╭─ DATA FOR THIS EXERCISE

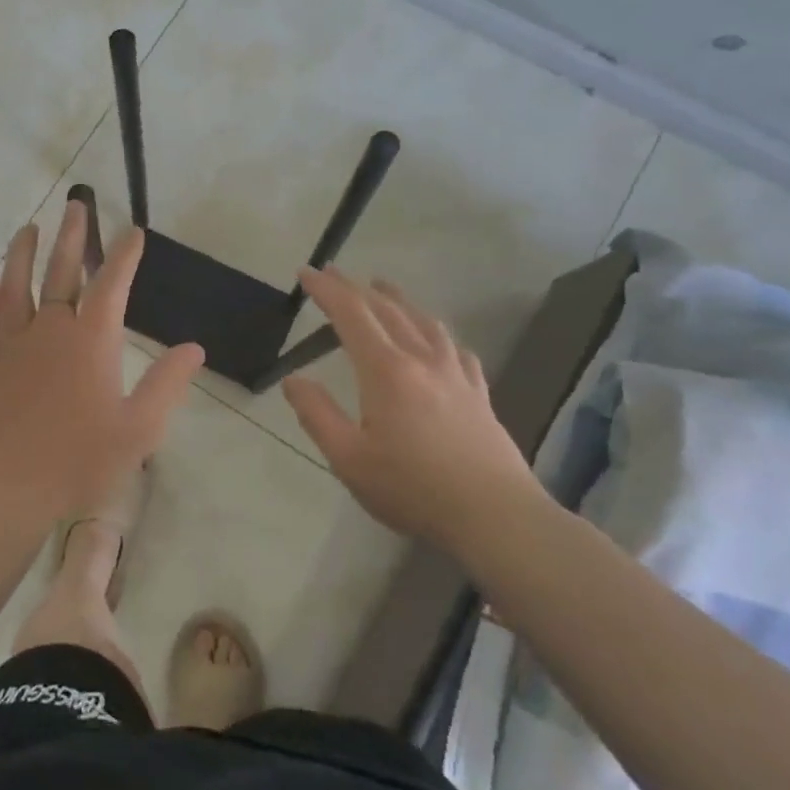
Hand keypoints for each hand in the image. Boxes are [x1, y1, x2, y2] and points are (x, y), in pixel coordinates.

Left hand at [0, 201, 204, 524]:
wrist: (9, 490)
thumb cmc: (80, 461)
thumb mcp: (140, 429)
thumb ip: (167, 384)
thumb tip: (193, 348)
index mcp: (90, 342)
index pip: (111, 285)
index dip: (123, 255)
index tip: (132, 230)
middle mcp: (50, 332)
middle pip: (60, 273)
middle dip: (72, 237)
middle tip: (75, 205)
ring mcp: (12, 347)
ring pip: (14, 289)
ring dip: (20, 255)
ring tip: (27, 229)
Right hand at [280, 267, 544, 552]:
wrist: (496, 516)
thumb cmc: (413, 488)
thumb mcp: (349, 459)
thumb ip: (317, 415)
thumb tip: (293, 380)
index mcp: (386, 371)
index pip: (351, 315)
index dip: (326, 290)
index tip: (306, 272)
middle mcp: (421, 360)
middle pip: (386, 310)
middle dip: (355, 287)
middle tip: (333, 273)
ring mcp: (455, 374)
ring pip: (424, 321)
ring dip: (398, 300)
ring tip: (383, 288)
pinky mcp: (478, 393)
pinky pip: (455, 349)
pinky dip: (436, 332)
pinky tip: (437, 339)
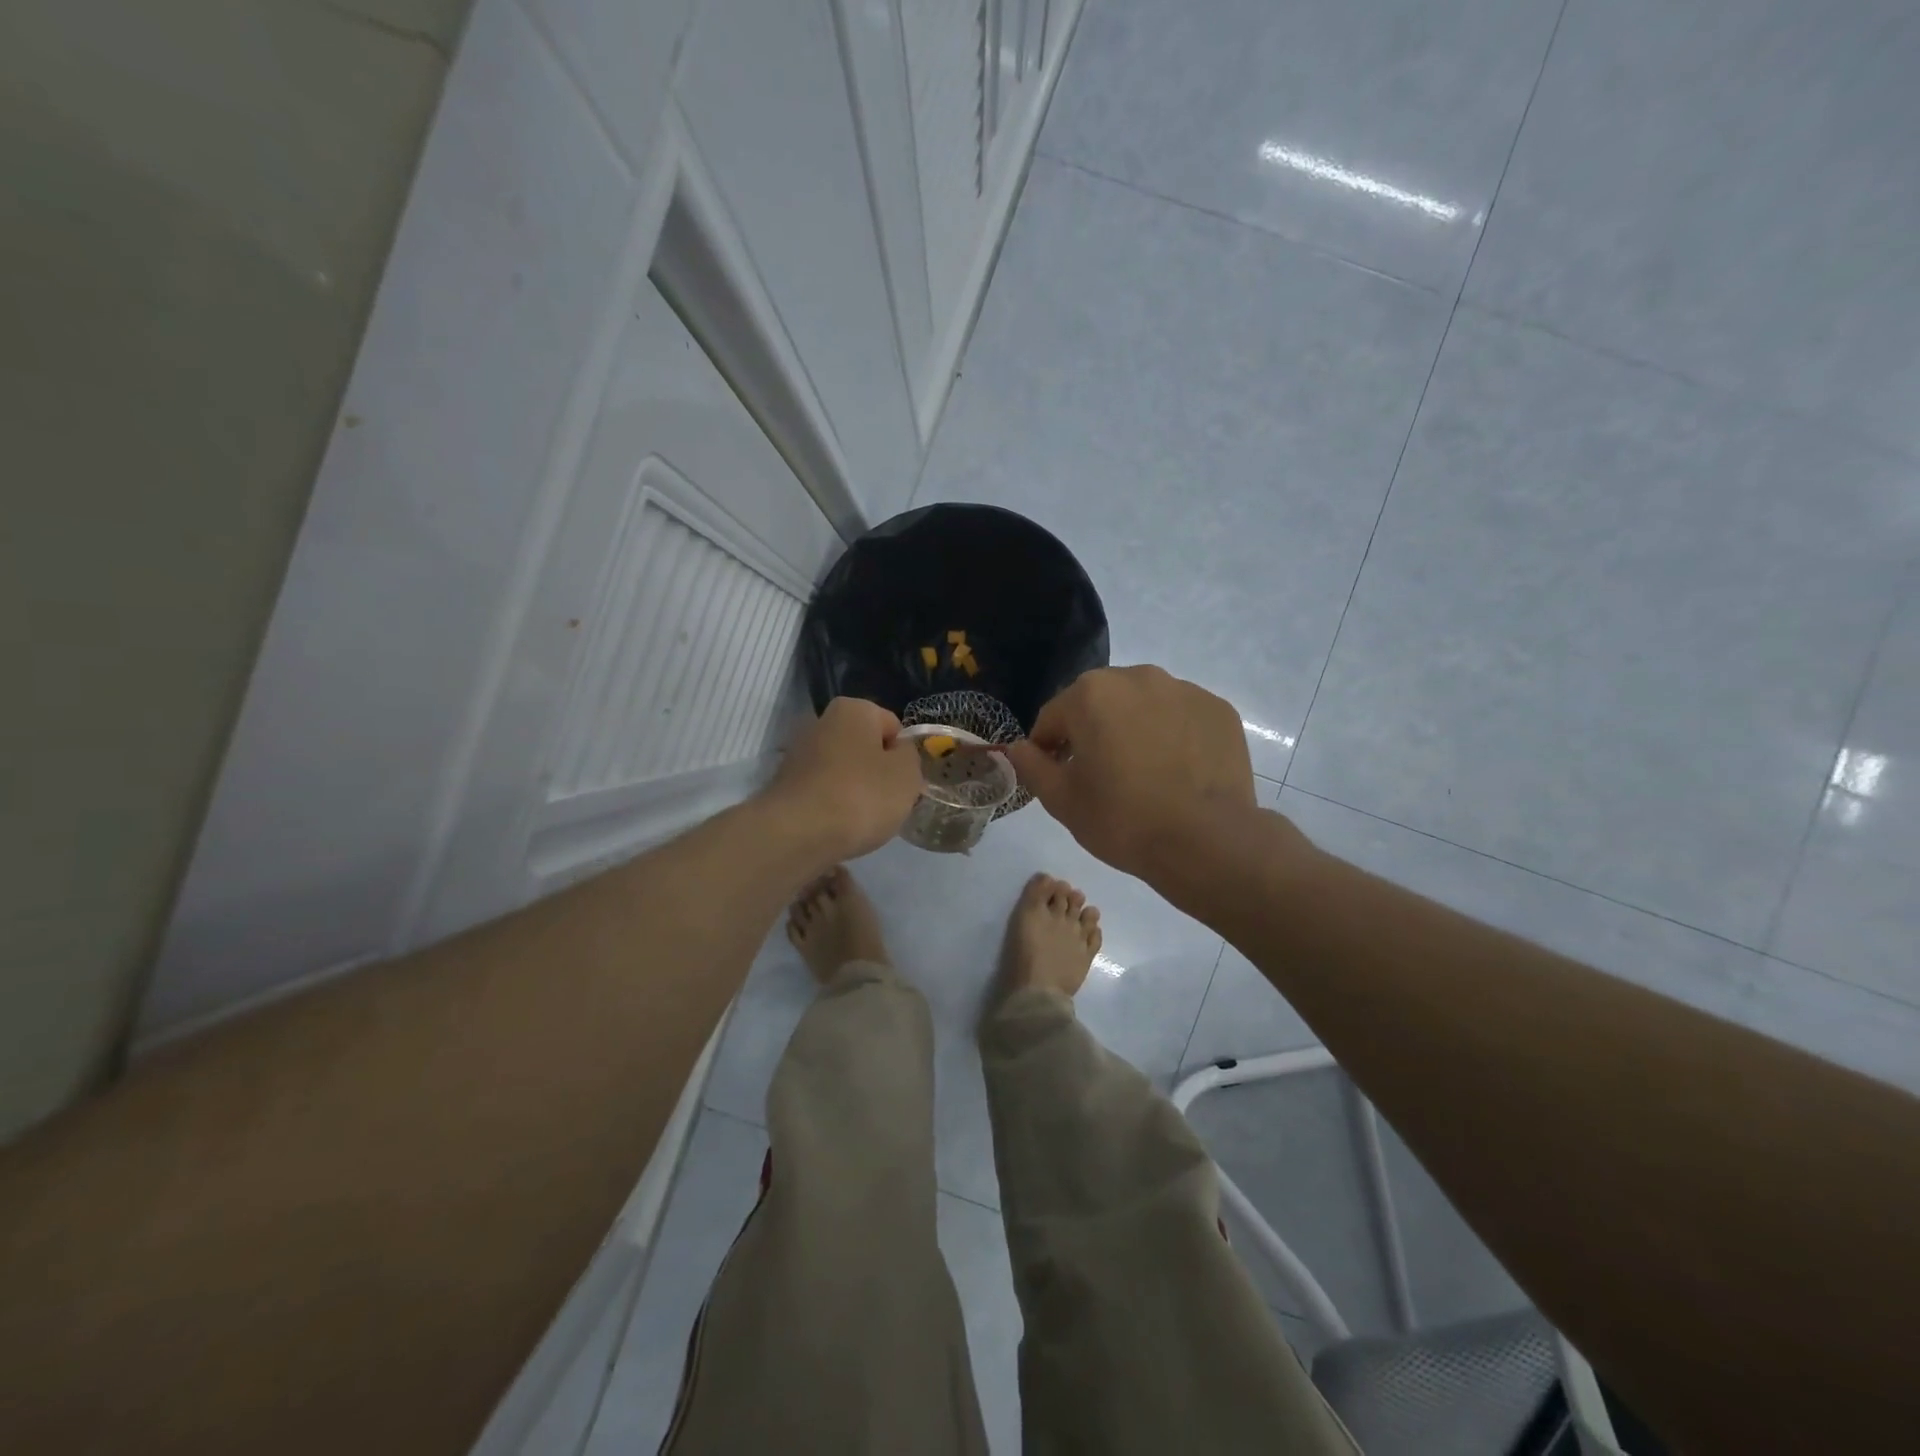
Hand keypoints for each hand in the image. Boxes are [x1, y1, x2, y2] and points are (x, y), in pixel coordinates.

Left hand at [762, 697, 924, 862]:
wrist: (798, 833)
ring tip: (862, 819)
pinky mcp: (784, 783)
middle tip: (887, 802)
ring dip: (855, 789)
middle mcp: (822, 721)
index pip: (893, 726)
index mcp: (853, 709)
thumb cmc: (861, 795)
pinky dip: (833, 805)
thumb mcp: (907, 774)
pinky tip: (838, 826)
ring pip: (843, 770)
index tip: (904, 783)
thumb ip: (909, 756)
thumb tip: (897, 753)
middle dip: (878, 772)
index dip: (904, 756)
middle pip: (865, 747)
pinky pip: (823, 790)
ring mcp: (798, 752)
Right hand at [1004, 666, 1258, 881]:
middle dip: (1093, 732)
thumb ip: (1031, 766)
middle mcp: (1137, 677)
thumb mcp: (1061, 800)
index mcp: (1091, 693)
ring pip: (1143, 706)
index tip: (1057, 778)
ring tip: (1144, 773)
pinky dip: (1173, 735)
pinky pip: (1181, 717)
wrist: (1206, 841)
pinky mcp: (1218, 709)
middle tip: (1102, 776)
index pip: (1054, 717)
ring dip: (1134, 729)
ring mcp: (1184, 690)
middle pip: (1100, 703)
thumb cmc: (1122, 819)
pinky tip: (1178, 771)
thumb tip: (1018, 748)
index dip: (1049, 749)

╰─

• **TASK OBJECTIVE**: Copy all records exactly, no images.

• **TASK RESULT**:
Hand keypoints for each hand in the image. Boxes are [x1, y1, x2, y2] and points are (x, y), in pixel coordinates.

Left hand at [0, 201, 204, 524]:
wrist: (9, 490)
thumb cmc: (80, 461)
thumb mcp: (140, 429)
thumb ip: (167, 384)
thumb tip: (193, 348)
index mcp: (90, 342)
index pip: (111, 285)
index dip: (123, 255)
index tip: (132, 230)
middle mcp: (50, 332)
middle pip: (60, 273)
middle dip: (72, 237)
middle tip: (75, 205)
ring mcp: (12, 347)
ring pip: (14, 289)
ring dip: (20, 255)
ring tip: (27, 229)
Right hand at [280, 267, 544, 552]:
wrist: (496, 516)
thumb cmc: (413, 488)
thumb mcp: (349, 459)
thumb ip: (317, 415)
thumb tip: (293, 380)
index mcp: (386, 371)
index pip: (351, 315)
index dip: (326, 290)
index tip: (306, 272)
middle mcp: (421, 360)
middle pip: (386, 310)
middle dip: (355, 287)
middle tip: (333, 273)
ring mcp: (455, 374)
ring pip: (424, 321)
ring dip: (398, 300)
ring tip: (383, 288)
pinky mcp: (478, 393)
pinky pip: (455, 349)
pinky dip: (436, 332)
pinky tip: (437, 339)
Hand keypoints for each hand in the image. Boxes are [x1, y1, x2, y2] and points are (x, y), in pixel coordinates.

Left hand at [762, 697, 924, 862]:
wrist: (798, 833)
ring tip: (862, 819)
pinky mcp: (784, 783)
middle tip: (887, 802)
ring dip: (855, 789)
middle mcp: (822, 721)
index pip: (893, 726)
index mcp: (853, 709)
thumb cmc: (861, 795)
pinky dip: (833, 805)
thumb mcp: (907, 774)
pinky tip: (838, 826)
ring pip: (843, 770)
index tip: (904, 783)
thumb ip: (909, 756)
thumb tip: (897, 753)
middle dip: (878, 772)
index dip: (904, 756)
middle pip: (865, 747)
pinky pip: (823, 790)
ring mcp: (798, 752)
Right hand at [1004, 666, 1258, 881]:
middle dip: (1093, 732)
thumb ip: (1031, 766)
middle mcp: (1137, 677)
thumb mcp: (1061, 800)
index mcp: (1091, 693)
ring pip: (1143, 706)
index tip: (1057, 778)
ring tip: (1144, 773)
pinky dip: (1173, 735)
pinky pip: (1181, 717)
wrist: (1206, 841)
pinky mcp: (1218, 709)
middle tip: (1102, 776)
index pip: (1054, 717)
ring dip: (1134, 729)
ring mcp: (1184, 690)
middle pip: (1100, 703)
thumb cmc: (1122, 819)
pinky tip: (1178, 771)
thumb tip: (1018, 748)
index dip: (1049, 749)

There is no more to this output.